• [Stored data entries]:
*****
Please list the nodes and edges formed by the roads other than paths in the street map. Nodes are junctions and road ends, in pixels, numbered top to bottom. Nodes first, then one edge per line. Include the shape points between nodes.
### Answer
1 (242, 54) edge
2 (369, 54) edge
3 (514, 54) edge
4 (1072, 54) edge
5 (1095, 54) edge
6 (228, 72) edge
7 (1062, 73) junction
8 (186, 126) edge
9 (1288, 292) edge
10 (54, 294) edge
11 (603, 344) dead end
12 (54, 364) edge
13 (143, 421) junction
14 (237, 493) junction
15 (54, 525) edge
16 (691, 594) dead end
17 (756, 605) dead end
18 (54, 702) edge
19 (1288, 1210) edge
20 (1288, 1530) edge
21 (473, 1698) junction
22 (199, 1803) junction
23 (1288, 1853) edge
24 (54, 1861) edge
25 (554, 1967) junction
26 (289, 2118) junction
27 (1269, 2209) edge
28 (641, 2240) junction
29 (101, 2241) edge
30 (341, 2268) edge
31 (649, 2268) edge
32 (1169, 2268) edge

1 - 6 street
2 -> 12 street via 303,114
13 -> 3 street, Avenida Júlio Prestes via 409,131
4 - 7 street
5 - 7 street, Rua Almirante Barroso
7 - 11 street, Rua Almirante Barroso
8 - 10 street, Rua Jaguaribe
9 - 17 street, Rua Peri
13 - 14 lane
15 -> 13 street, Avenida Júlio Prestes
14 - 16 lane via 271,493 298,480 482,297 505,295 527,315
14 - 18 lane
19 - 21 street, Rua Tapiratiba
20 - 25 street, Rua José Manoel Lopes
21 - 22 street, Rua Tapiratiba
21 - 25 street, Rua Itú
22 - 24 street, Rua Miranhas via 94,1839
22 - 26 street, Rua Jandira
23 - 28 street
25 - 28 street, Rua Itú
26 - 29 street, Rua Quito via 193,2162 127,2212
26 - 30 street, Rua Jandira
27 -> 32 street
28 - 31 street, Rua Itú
*****
• [Instructions for the task]: The data is to be reproduced in full, every line intact.

• [Solution to the problem]:
Please list the nodes and edges formed by the roads other than paths in the street map. Nodes are junctions and road ends, in pixels, numbered top to bottom. Nodes first, then one edge per line. Include the shape points between nodes.
### Answer
1 (242, 54) edge
2 (369, 54) edge
3 (514, 54) edge
4 (1072, 54) edge
5 (1095, 54) edge
6 (228, 72) edge
7 (1062, 73) junction
8 (186, 126) edge
9 (1288, 292) edge
10 (54, 294) edge
11 (603, 344) dead end
12 (54, 364) edge
13 (143, 421) junction
14 (237, 493) junction
15 (54, 525) edge
16 (691, 594) dead end
17 (756, 605) dead end
18 (54, 702) edge
19 (1288, 1210) edge
20 (1288, 1530) edge
21 (473, 1698) junction
22 (199, 1803) junction
23 (1288, 1853) edge
24 (54, 1861) edge
25 (554, 1967) junction
26 (289, 2118) junction
27 (1269, 2209) edge
28 (641, 2240) junction
29 (101, 2241) edge
30 (341, 2268) edge
31 (649, 2268) edge
32 (1169, 2268) edge

1 - 6 street
2 -> 12 street via 303,114
13 -> 3 street, Avenida Júlio Prestes via 409,131
4 - 7 street
5 - 7 street, Rua Almirante Barroso
7 - 11 street, Rua Almirante Barroso
8 - 10 street, Rua Jaguaribe
9 - 17 street, Rua Peri
13 - 14 lane
15 -> 13 street, Avenida Júlio Prestes
14 - 16 lane via 271,493 298,480 482,297 505,295 527,315
14 - 18 lane
19 - 21 street, Rua Tapiratiba
20 - 25 street, Rua José Manoel Lopes
21 - 22 street, Rua Tapiratiba
21 - 25 street, Rua Itú
22 - 24 street, Rua Miranhas via 94,1839
22 - 26 street, Rua Jandira
23 - 28 street
25 - 28 street, Rua Itú
26 - 29 street, Rua Quito via 193,2162 127,2212
26 - 30 street, Rua Jandira
27 -> 32 street
28 - 31 street, Rua Itú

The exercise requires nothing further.